RANDALL CAROLINE FORSBERG, Executive Director
Founder and Executive Director since 1980

In 1980 Dr Randall ("Randy") Forsberg founded IDDS, an independent nonprofit center for research and education on ways to reduce the risk of war, minimize the burden of military spending, and promote democratic institutions. At IDDS, Forsberg publishes the Arms Control Reporter, a monthly reference journal, and she is the series editor of the annually updated IDDS World Arms Database: Holdings, Production, and Trade.
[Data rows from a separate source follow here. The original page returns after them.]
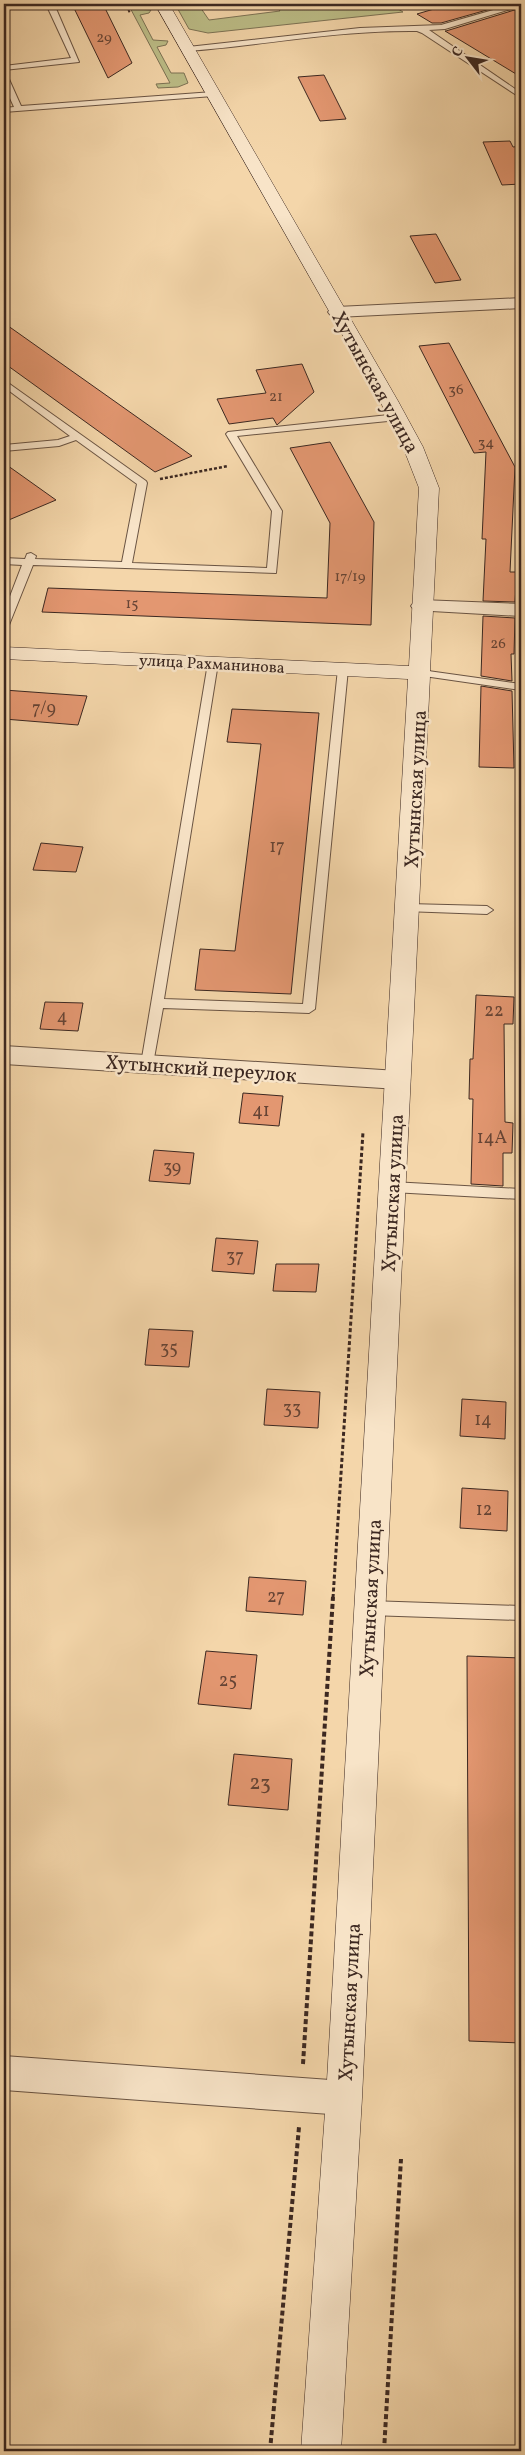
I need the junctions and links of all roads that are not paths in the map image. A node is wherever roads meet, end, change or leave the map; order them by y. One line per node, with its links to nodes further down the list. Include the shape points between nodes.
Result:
1 (43, 4): 5 (lane)
2 (50, 4): 8 (lane, via 76,60)
3 (162, 4): 7 (street, Хутынская улица)
4 (521, 4): 6 (lane, via 442,27)
5 (4, 8)
6 (418, 29): 7 (lane, via 368,30 231,47); 11 (lane)
7 (188, 49): 10 (street, Хутынская улица)
8 (4, 68)
9 (4, 77): 12 (lane)
10 (214, 94): 12 (lane); 15 (street, Хутынская улица, via 297,236)
11 (521, 96)
12 (18, 108): 13 (lane)
13 (4, 110)
14 (521, 303): 15 (street)
15 (337, 312): 17 (street, Хутынская улица)
16 (4, 383): 18 (lane)
17 (398, 417): 22 (lane, via 231,434 276,511 272,571); 23 (street, Хутынская улица, via 429,488)
18 (78, 436): 19 (lane, via 59,443); 22 (lane, via 142,483)
19 (4, 448)
20 (30, 558): 21 (lane); 22 (lane); 25 (lane)
21 (4, 561)
22 (126, 566)
23 (421, 606): 24 (street); 29 (street, Хутынская улица)
24 (521, 610)
25 (4, 625)
26 (4, 653): 27 (street, улица Рахманинова)
27 (213, 663): 28 (street, улица Рахманинова); 33 (lane)
28 (343, 670): 29 (street, улица Рахманинова); 33 (lane, via 310,1009)
29 (421, 673): 30 (lane); 31 (street, Хутынская улица)
30 (521, 687)
31 (408, 908): 32 (lane); 36 (street, Хутынская улица)
32 (487, 910)
33 (157, 1003): 35 (lane)
34 (4, 1055): 35 (street, Хутынский переулок)
35 (147, 1064): 36 (street, Хутынский переулок)
36 (398, 1080): 37 (street, Хутынская улица)
37 (392, 1187): 38 (lane); 39 (street, Хутынская улица)
38 (521, 1194)
39 (369, 1608): 40 (lane); 42 (street, Хутынская улица)
40 (521, 1613)
41 (4, 2073): 42 (street)
42 (344, 2098): 43 (street, Хутынская улица)
43 (321, 2451)

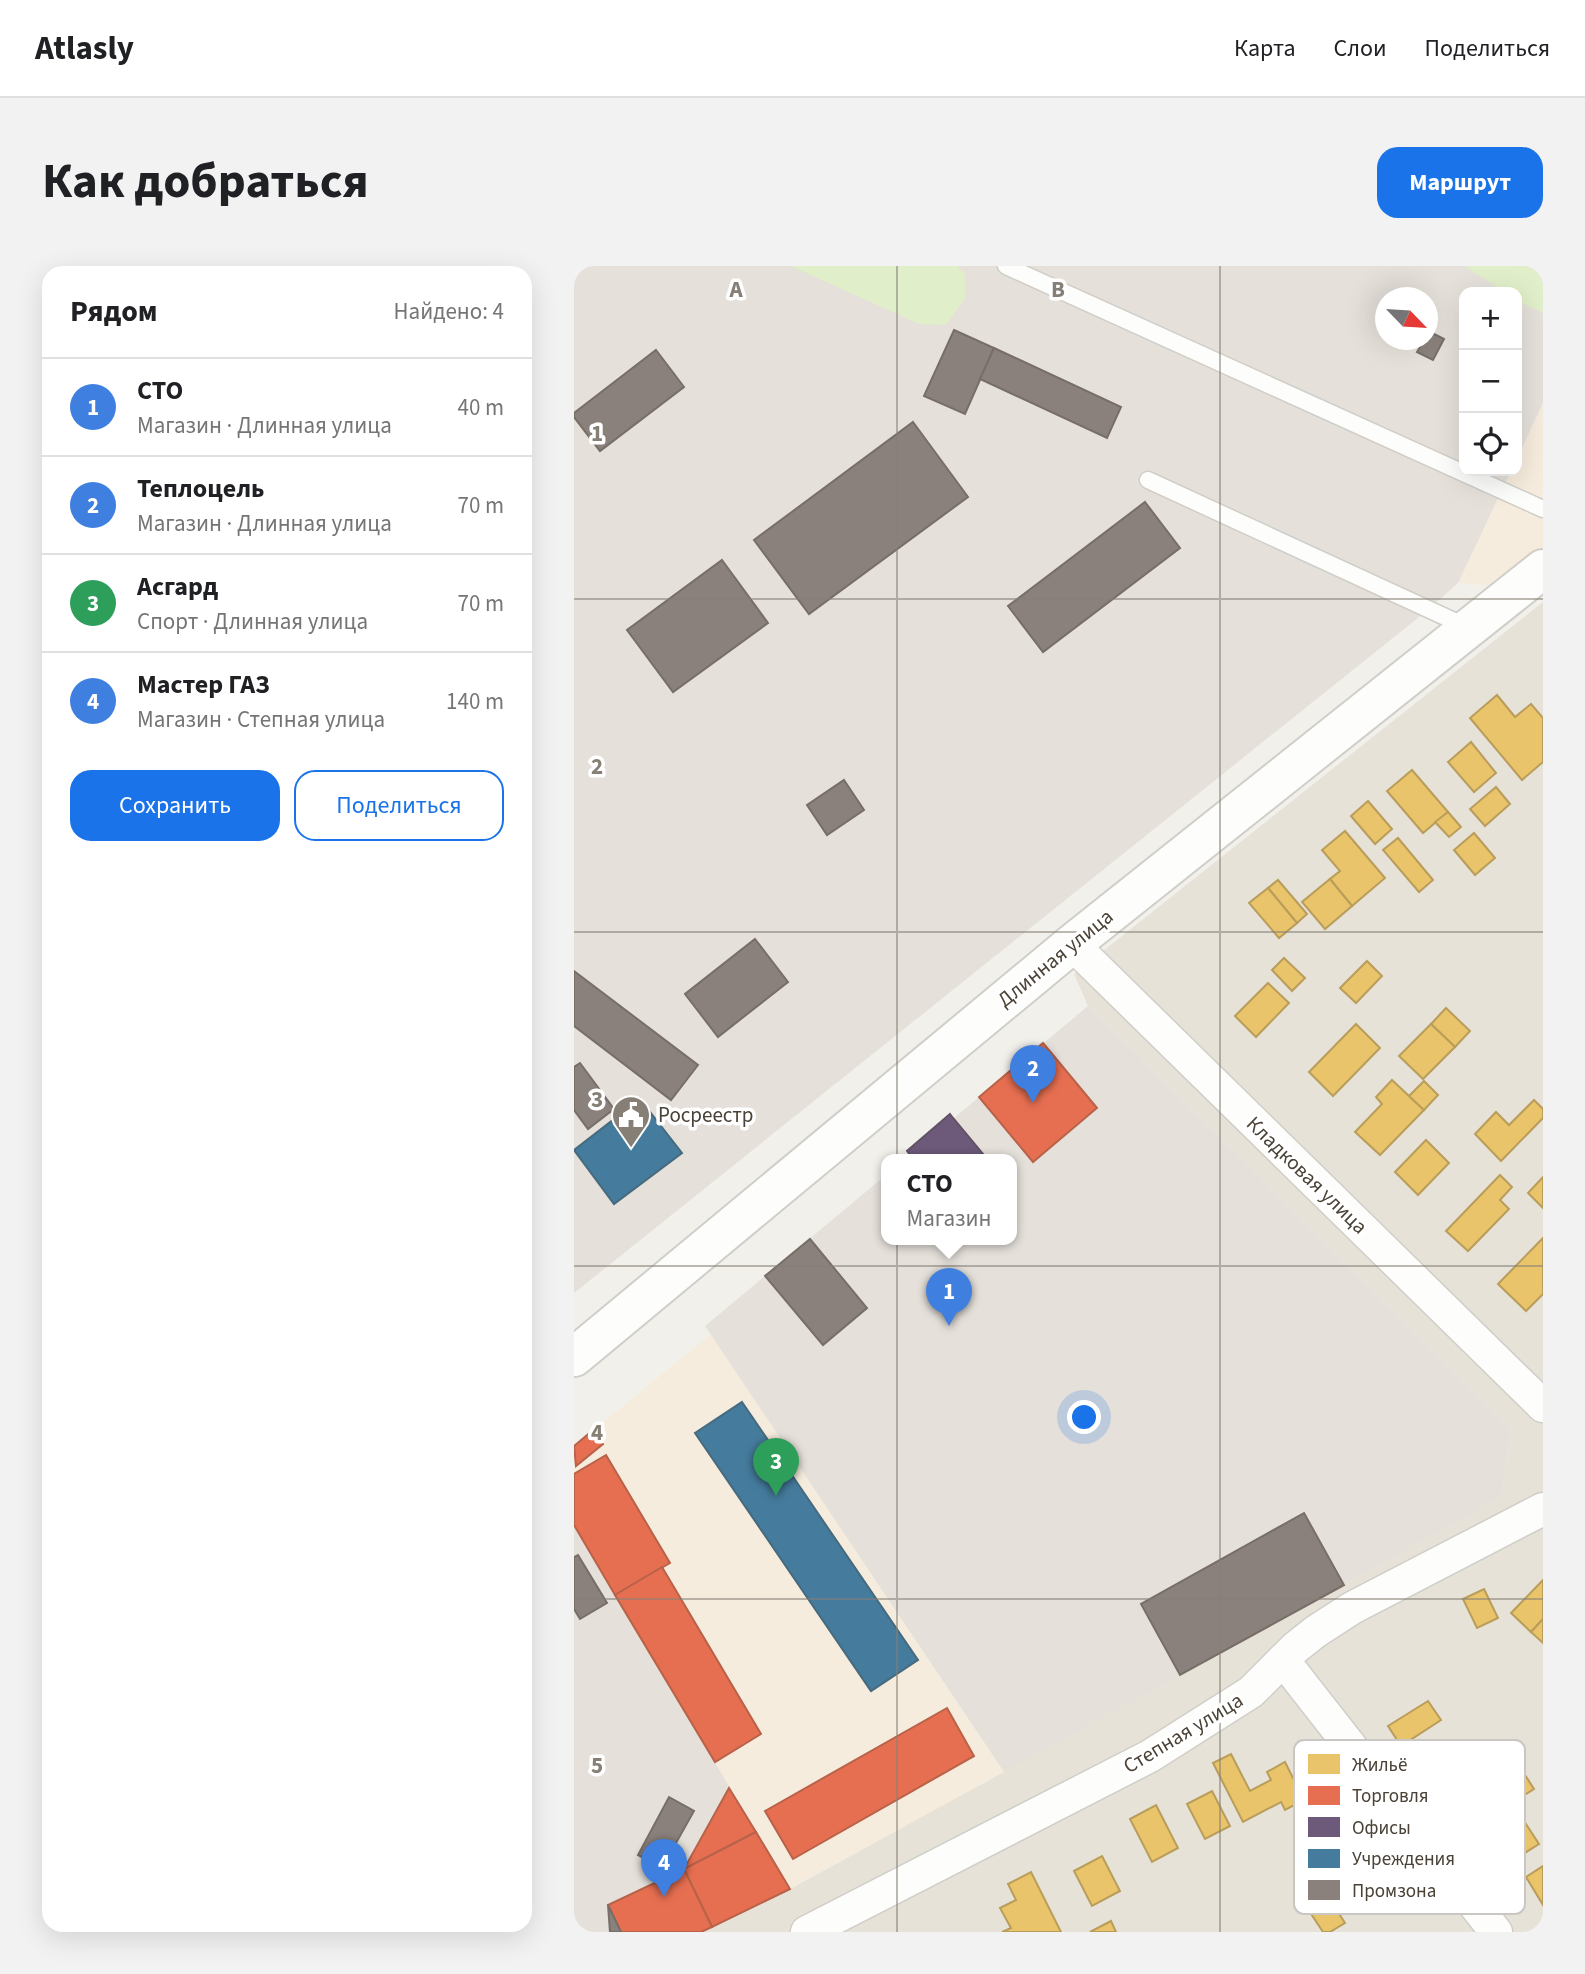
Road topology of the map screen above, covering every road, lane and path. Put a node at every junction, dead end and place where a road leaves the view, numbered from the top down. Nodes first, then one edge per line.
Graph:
1 (1006, 266) edge
2 (1148, 480) dead end
3 (1543, 509) edge
4 (1543, 569) edge
5 (1469, 628) junction
6 (1072, 944) junction
7 (574, 1357) edge
8 (1543, 1406) edge
9 (1543, 1509) edge
10 (1283, 1660) junction
11 (1346, 1740) edge
12 (1482, 1914) edge
13 (807, 1932) edge
14 (1496, 1932) edge

1 - 3 lane
2 - 5 lane
4 - 5 street, Длинная улица
5 - 6 street, Длинная улица
6 - 7 street, Длинная улица
6 - 8 street, Кладковая улица
9 - 10 street, Степная улица
10 - 11 street
10 - 13 street, Степная улица
12 - 14 street

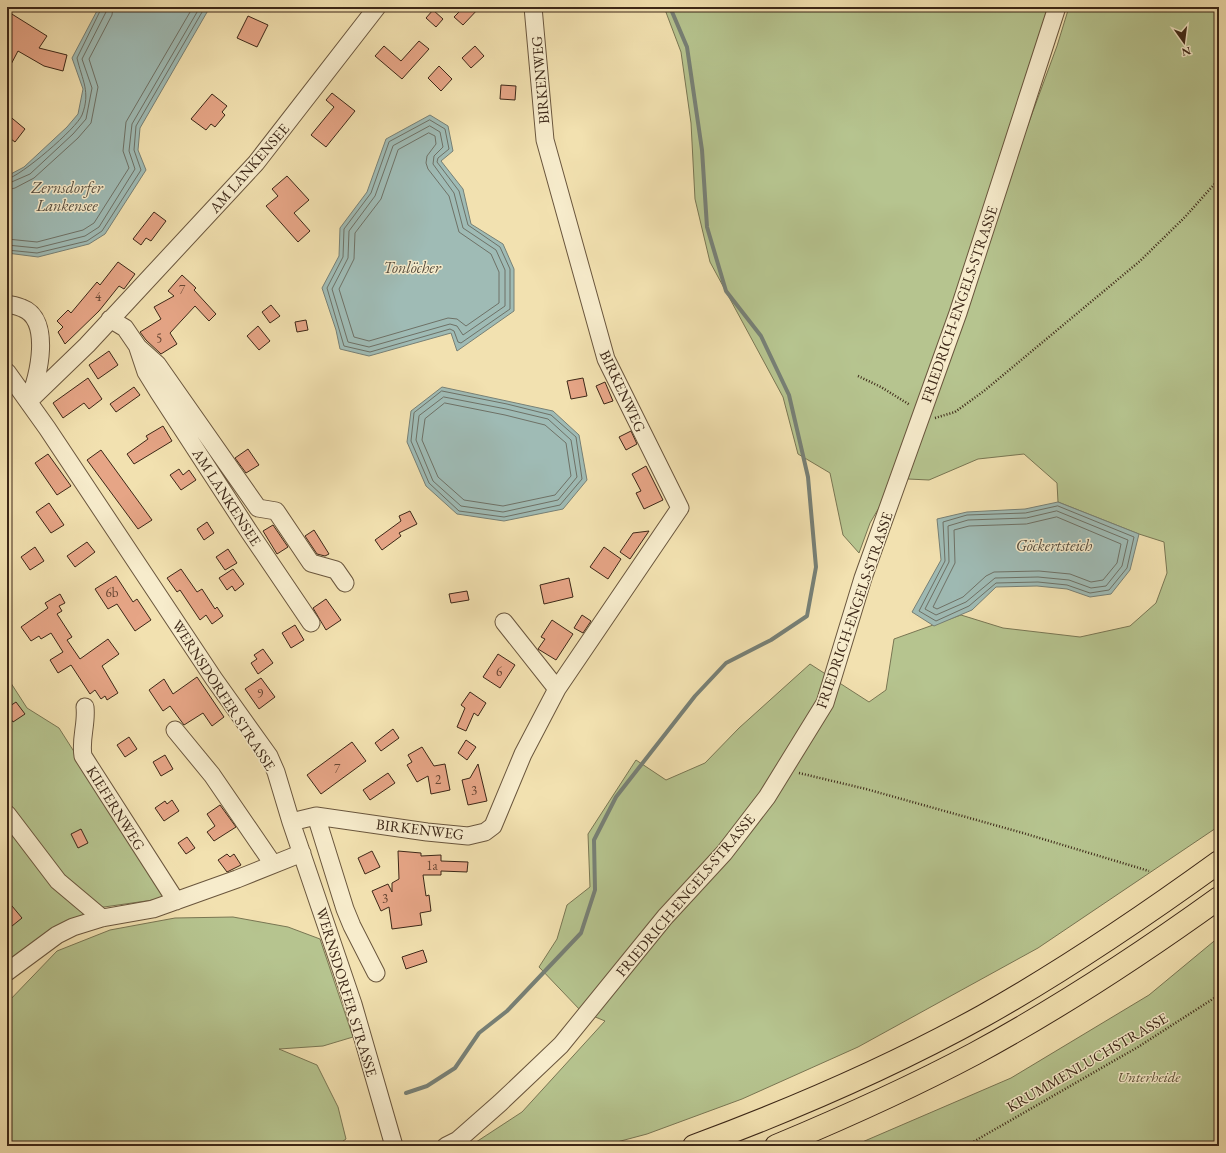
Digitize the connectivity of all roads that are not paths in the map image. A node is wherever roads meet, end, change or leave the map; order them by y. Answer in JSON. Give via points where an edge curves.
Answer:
{"nodes":[{"id":1,"x":377,"y":7,"type":"edge"},
{"id":2,"x":533,"y":7,"type":"edge"},
{"id":3,"x":1057,"y":7,"type":"edge"},
{"id":4,"x":7,"y":305,"type":"edge"},
{"id":5,"x":110,"y":320,"type":"junction"},
{"id":6,"x":138,"y":347,"type":"junction"},
{"id":7,"x":7,"y":372,"type":"edge"},
{"id":8,"x":29,"y":401,"type":"junction"},
{"id":9,"x":345,"y":583,"type":"dead end"},
{"id":10,"x":504,"y":622,"type":"dead end"},
{"id":11,"x":311,"y":623,"type":"dead end"},
{"id":12,"x":557,"y":689,"type":"junction"},
{"id":13,"x":85,"y":707,"type":"dead end"},
{"id":14,"x":175,"y":730,"type":"dead end"},
{"id":15,"x":7,"y":814,"type":"edge"},
{"id":16,"x":316,"y":816,"type":"junction"},
{"id":17,"x":291,"y":822,"type":"junction"},
{"id":18,"x":302,"y":853,"type":"junction"},
{"id":19,"x":1219,"y":862,"type":"edge"},
{"id":20,"x":273,"y":864,"type":"junction"},
{"id":21,"x":1219,"y":898,"type":"edge"},
{"id":22,"x":176,"y":901,"type":"junction"},
{"id":23,"x":102,"y":918,"type":"junction"},
{"id":24,"x":7,"y":972,"type":"edge"},
{"id":25,"x":376,"y":973,"type":"dead end"},
{"id":26,"x":394,"y":1146,"type":"edge"},
{"id":27,"x":446,"y":1146,"type":"edge"},
{"id":28,"x":694,"y":1146,"type":"edge"},
{"id":29,"x":776,"y":1146,"type":"edge"}],
"edges":[{"from":1,"to":5,"type":"street","name":"AM LANKENSEE","via":[[256,163]]},
{"from":2,"to":12,"type":"street","name":"BIRKENWEG","via":[[545,140],[606,359],[680,508]]},
{"from":3,"to":27,"type":"street","name":"FRIEDRICH-ENGELS-STRASSE","via":[[958,313],[863,578],[825,703],[767,797],[724,853],[665,917],[561,1045],[458,1140]]},
{"from":4,"to":8,"type":"street","via":[[28,310],[37,321],[41,335],[36,382]]},
{"from":5,"to":6,"type":"street","name":"AM LANKENSEE","via":[[125,328]]},
{"from":5,"to":8,"type":"street","name":"AM LANKENSEE"},
{"from":6,"to":9,"type":"street","name":"AM LANKENSEE","via":[[157,364],[172,384],[258,508],[276,511],[311,563],[336,570]]},
{"from":6,"to":11,"type":"street","name":"AM LANKENSEE","via":[[146,372],[159,393]]},
{"from":7,"to":8,"type":"street","name":"WERNSDORFER STRASSE"},
{"from":8,"to":17,"type":"street","name":"WERNSDORFER STRASSE","via":[[269,756]]},
{"from":10,"to":12,"type":"street"},
{"from":12,"to":16,"type":"street","name":"BIRKENWEG","via":[[523,754],[493,826],[485,832],[468,836]]},
{"from":13,"to":22,"type":"street","name":"KIEFERNWEG","via":[[81,745],[83,756]]},
{"from":14,"to":20,"type":"street","via":[[212,775]]},
{"from":15,"to":23,"type":"street","via":[[58,881]]},
{"from":16,"to":17,"type":"street","name":"BIRKENWEG"},
{"from":16,"to":25,"type":"street","via":[[345,909]]},
{"from":17,"to":18,"type":"street","name":"WERNSDORFER STRASSE"},
{"from":18,"to":20,"type":"street"},
{"from":18,"to":26,"type":"street","name":"WERNSDORFER STRASSE","via":[[353,1004]]},
{"from":19,"to":28,"type":"highway","via":[[1080,958],[983,1016],[840,1088]]},
{"from":20,"to":22,"type":"street"},
{"from":21,"to":29,"type":"highway","via":[[1093,984],[994,1043],[895,1094]]},
{"from":22,"to":23,"type":"street","via":[[147,910]]},
{"from":23,"to":24,"type":"street","via":[[57,934]]}]}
Forsberg has authored or co-authored: Abolishing War: Culture and Institutions (with Elise Boulding, brc21.org, 1998), Nonproliferation Primer (MIT Press, 1995), The Arms Production Dilemma: Contraction and Restraint in the World Combat Aircraft Industry (MIT Press, 1994), Cutting Conventional Forces (IDDS, 1989), Peace Resource Book (Lexington Books, 1985), The Price of Defense (New York Times Co, 1979), and Resources Devoted to Military Research and Development, An International Comparison (SIPRI, 1972).
    Forsberg has contributed to Scientific American, International Security, Technology Review, Bulletin of Atomic Scientists, World Policy Journal, and other journals. She is the editor of the forthcoming IDDS annual survey, ArmsWatch 2005: Global Trends, Prospects, and Policy Options. Forsberg worked at SIPRI, the Stockholm International Peace Research Institute, starting in 1968, and was a regular contributor to the SIPRI Yearbook of World Armaments and Disarmament, writing on US and Soviet nuclear weapons, until 1979. Her article on "Soviet Military R&D Spending," published in the second SIPRI Yearbook, caused the US Defense Department to publicly withdraw unreliable estimates of such spending.
    In 1980 Forsberg wrote the "Call to Halt the Nuclear Arms Race," the four-page manifesto that launched the national Nuclear Weapon Freeze Campaign. After founding the Freeze Clearinghouse, she co-chaired the Freeze Campaign’s National Advisory Board in 1980–1984.
    In 1988, building on a multi-year research program on ways to reduce the risk of conventional war, Forsberg co-chaired a international conference on the topic with Soviet Academician Yevgeny Primakov, head of the Institute on the World Economy and International Relations (IMEMO), who became Soviet Foreign Minister soon thereafter. Forsberg and other US participants, including former US ambassadors to talks on Mutual and Balance Force Reductions Stanley Resor and Jonathan Dean and RAND Sovietologist Dr Ted Warner, met with senior Soviet Foreign and Defense Ministry officials to discuss confidence-building measures that might be taken by the USSR prior to start of talks for a Treaty on Conventional Armed Forces in Europe. Several of the measures they proposed were implemented by Soviet President Gorbachev between October 1988 and March 1989.
    In November 1989, shortly before President George H W Bush's first meeting with Gorbachev, Forsberg gave a briefing at Camp David on US-Soviet arms control issues to President Bush and his foreign policy and security Cabinet officials, including Vice-President Quayle, Secretary of State Baker, Chief of Staff Sununu, National Security Advisor Scowcroft, CIA Director Gates, and National Security Council staff members Bob Blackwill and Condoleezza Rice. In 1995 Forsberg was appointed by President Clinton to the Director's Advisory Committee of the US Arms Control and Disarmament Agency.
    In 2001 Forsberg participated in several conferences in South Korea on the future of North-South Korean and US relations–one hosted by the South Korean Institute for Strategic Studies, another by the South Korean National Defense Unviersity, and the third by a coalition of peace groups.
    In 1983 Forsberg received a five-year MacArthur Foundation Fellowship in recognition of her work in defense studies and arms control. She has received honorary doctorates from the University of Notre Dame and Governors State University (IL). Since 1975 she has given well over1000 public lectures on peace, arms control, and disarmament issues throughout the United States and in several dozen other countries. Forsberg has also given testimony for the US Congress, lectured at West Point, the Air Force Academy, the US National Defense University, the German equivalent (Fuhrungsakademie), and the Swedish Parliament, and conferred privately with senior government officials in several countries.